Mapping effective microRNA pairing beyond the seed using abasic mutations

MicroRNAs (miRNAs) are small non-coding RNAs that regulate gene expression by base-pairing to complementary sites in mRNAs. The most important element for site recognition is the seed region (nucleotides 2-8 in the miRNA), but for a minority of sites pairing outside the seed increases efficiency, with the supplementary region (nucleotides 13-16) typically having the greatest impact. However, it is not clear how large an effect supplementary pairing has on target site efficiency, or which sites are most affected by it. Here, we use abasic modified nucleotides to disrupt pairing to residues 13 and 14 of miR-34a and measure the effect of this mutation compared to wild-type miR-34a on the cellular transcriptome using RNA-seq. We find that a subset of sites with predicted supplementary pairing are affected 24 hours after miRNA overexpression, with up to two-fold decreases in site repression. We show that miR-34a 3'-pairing is sensitive to GU wobble pairs in a position-specific manner and favors bulges in the miRNA over the target. These results were validated with luciferase reporter assays.

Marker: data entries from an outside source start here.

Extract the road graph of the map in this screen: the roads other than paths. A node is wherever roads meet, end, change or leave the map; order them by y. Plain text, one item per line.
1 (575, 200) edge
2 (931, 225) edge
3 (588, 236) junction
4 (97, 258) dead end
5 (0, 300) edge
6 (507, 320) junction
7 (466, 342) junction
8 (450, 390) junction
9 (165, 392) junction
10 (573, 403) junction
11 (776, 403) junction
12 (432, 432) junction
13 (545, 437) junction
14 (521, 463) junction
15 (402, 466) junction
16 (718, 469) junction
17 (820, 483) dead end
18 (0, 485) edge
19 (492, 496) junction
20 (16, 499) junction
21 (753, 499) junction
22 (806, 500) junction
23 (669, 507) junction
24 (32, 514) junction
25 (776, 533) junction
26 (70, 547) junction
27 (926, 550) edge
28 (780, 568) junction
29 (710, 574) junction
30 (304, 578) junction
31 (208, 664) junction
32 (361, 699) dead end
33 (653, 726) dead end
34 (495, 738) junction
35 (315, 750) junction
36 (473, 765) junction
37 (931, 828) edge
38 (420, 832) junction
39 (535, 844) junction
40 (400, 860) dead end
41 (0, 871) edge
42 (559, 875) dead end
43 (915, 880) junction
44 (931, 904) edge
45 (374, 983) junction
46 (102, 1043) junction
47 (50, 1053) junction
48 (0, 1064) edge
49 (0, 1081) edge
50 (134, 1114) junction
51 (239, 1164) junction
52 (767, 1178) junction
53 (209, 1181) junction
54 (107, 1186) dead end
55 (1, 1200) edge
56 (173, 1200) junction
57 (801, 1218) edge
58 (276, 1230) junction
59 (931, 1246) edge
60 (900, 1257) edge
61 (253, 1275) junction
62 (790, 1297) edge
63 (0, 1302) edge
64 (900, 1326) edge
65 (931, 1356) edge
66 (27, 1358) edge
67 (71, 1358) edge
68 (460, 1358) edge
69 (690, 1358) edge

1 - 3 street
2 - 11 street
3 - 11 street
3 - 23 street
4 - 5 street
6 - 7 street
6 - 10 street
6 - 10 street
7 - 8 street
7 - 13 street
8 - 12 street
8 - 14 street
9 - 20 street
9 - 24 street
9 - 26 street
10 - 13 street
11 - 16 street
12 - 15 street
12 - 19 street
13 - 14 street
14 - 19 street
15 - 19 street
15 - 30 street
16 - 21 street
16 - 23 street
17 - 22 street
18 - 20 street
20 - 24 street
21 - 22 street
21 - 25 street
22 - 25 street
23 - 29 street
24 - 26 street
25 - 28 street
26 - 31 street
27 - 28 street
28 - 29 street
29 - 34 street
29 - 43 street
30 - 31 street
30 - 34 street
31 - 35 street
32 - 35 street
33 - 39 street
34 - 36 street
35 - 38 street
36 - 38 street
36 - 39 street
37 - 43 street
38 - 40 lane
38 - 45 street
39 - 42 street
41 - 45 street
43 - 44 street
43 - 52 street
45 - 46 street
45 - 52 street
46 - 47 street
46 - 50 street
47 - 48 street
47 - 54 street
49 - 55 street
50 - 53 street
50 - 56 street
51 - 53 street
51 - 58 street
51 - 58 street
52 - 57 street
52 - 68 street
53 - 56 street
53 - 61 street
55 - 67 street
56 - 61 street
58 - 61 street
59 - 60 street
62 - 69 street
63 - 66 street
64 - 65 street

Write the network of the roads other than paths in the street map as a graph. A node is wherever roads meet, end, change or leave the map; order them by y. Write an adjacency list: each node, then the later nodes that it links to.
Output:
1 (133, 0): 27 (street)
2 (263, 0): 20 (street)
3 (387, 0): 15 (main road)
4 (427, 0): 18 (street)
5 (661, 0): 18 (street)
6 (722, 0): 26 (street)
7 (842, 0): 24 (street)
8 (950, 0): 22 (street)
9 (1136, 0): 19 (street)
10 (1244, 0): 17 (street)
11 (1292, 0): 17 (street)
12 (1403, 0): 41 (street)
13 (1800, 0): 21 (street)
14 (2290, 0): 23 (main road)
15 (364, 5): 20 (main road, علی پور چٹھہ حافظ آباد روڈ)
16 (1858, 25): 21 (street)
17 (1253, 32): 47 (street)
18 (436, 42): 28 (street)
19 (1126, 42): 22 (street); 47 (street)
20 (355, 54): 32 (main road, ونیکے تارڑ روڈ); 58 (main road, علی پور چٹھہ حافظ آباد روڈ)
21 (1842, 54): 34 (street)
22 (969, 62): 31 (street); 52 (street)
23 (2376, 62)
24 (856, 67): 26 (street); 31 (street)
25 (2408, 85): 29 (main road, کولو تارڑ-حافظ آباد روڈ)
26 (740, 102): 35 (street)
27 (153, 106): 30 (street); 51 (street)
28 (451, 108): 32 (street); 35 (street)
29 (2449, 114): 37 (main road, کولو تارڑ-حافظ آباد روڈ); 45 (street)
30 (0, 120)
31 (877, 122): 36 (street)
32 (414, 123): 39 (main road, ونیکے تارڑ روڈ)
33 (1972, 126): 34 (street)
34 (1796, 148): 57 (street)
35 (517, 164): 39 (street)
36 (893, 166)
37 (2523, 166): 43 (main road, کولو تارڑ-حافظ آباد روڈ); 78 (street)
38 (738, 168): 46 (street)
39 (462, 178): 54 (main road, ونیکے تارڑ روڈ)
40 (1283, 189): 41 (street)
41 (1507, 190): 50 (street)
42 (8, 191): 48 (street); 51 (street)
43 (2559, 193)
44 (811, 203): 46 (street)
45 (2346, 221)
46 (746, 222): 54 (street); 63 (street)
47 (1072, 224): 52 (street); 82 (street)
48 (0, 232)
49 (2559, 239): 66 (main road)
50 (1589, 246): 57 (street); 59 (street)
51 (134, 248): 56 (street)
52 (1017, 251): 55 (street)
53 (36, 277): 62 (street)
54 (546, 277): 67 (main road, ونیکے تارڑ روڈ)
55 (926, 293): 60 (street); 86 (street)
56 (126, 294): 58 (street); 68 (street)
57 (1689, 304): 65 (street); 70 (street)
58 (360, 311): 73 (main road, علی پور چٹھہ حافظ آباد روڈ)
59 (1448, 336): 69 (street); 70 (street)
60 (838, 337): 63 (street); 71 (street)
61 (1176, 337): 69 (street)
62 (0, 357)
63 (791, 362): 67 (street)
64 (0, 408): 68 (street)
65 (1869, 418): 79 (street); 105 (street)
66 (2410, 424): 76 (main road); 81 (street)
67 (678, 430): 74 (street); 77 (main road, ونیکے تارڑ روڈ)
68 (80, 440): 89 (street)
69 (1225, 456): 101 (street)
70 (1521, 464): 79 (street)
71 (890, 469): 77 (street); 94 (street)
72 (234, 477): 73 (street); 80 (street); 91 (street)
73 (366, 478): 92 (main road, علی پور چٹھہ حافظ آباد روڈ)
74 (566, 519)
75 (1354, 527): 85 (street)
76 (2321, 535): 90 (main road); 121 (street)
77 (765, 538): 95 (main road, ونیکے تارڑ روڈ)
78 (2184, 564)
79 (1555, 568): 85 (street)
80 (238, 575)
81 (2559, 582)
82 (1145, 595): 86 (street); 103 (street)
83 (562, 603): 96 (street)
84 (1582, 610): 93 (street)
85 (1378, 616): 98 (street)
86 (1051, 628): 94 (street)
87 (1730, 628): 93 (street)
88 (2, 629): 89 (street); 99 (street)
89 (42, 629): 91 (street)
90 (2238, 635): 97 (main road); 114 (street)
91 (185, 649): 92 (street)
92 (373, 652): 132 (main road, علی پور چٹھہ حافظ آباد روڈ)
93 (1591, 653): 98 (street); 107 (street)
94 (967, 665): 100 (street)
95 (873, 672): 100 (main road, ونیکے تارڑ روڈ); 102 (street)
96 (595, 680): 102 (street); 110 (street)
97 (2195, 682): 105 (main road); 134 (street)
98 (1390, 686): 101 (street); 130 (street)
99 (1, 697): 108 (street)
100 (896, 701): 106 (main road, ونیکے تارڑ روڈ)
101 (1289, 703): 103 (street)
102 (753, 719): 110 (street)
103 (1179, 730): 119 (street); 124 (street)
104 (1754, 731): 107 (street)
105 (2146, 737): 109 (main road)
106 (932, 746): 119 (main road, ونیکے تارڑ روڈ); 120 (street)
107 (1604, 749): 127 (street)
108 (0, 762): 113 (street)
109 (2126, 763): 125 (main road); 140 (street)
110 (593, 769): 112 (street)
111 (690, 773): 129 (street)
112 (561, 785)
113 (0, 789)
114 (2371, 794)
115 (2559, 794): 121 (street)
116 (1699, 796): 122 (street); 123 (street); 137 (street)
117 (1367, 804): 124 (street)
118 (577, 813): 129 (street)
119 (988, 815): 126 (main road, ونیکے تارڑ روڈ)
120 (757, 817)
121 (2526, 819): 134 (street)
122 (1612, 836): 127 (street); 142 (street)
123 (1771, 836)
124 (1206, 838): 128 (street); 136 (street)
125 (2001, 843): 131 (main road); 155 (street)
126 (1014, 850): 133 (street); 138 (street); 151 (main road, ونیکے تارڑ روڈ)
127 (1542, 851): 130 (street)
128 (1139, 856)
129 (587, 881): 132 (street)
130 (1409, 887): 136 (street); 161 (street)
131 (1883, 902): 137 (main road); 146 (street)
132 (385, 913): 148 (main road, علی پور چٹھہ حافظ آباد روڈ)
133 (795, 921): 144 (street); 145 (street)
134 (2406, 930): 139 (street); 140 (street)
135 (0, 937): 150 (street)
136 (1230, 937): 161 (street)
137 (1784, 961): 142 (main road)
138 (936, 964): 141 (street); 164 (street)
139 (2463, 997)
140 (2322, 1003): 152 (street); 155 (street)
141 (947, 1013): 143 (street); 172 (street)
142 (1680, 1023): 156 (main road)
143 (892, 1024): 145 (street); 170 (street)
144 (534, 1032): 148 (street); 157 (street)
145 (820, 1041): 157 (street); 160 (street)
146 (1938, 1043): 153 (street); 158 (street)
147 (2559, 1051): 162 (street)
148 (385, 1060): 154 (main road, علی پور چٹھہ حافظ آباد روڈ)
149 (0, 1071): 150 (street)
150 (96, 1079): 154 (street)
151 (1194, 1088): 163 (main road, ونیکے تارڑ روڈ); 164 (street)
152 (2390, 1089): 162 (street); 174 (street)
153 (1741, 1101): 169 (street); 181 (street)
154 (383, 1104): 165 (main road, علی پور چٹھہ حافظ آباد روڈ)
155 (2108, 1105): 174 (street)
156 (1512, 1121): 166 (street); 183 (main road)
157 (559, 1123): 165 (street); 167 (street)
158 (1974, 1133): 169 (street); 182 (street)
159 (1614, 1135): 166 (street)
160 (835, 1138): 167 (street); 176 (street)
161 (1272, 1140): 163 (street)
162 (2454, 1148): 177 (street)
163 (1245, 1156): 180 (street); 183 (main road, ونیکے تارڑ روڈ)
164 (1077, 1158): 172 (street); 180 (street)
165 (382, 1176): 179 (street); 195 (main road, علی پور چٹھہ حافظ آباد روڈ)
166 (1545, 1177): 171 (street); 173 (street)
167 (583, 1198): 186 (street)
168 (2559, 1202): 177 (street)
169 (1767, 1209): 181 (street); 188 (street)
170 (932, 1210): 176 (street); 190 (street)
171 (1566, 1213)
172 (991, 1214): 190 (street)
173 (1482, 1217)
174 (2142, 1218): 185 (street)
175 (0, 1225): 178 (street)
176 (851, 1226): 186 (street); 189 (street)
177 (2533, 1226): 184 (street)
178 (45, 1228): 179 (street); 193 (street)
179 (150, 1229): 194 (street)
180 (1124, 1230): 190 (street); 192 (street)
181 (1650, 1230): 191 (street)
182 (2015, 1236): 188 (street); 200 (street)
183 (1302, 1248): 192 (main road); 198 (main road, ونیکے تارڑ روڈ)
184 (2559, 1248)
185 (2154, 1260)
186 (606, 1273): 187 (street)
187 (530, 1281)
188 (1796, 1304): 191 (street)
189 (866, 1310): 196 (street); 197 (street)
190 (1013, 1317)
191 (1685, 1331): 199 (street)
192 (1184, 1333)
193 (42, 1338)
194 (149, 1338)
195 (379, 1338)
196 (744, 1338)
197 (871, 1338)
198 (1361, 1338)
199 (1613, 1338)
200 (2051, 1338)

Overall, this study demonstrates a novel methodological approach for elucidating the role of specific miRNA residues in target site selection, advancing our understanding of miRNA-mediated gene regulation. Overall design: To investigate the impact of supplementary pairing on microRNA targeting, we compared the effects on gene expression of wild-type miR-34a (miR-34a-WT) and a variant where miR-34a residues g13 and g14 were replaced by rSpacer abasic residues (miR-34a-RS). HEK293T cells were transfected with miR-34a-WT duplex, miR-34a-RS duplex or AllStars negative control (Qiagen). Total RNA was collected 24 h post-transfection and samples were analyzed for differential gene expression using bulk RNA-sequencing.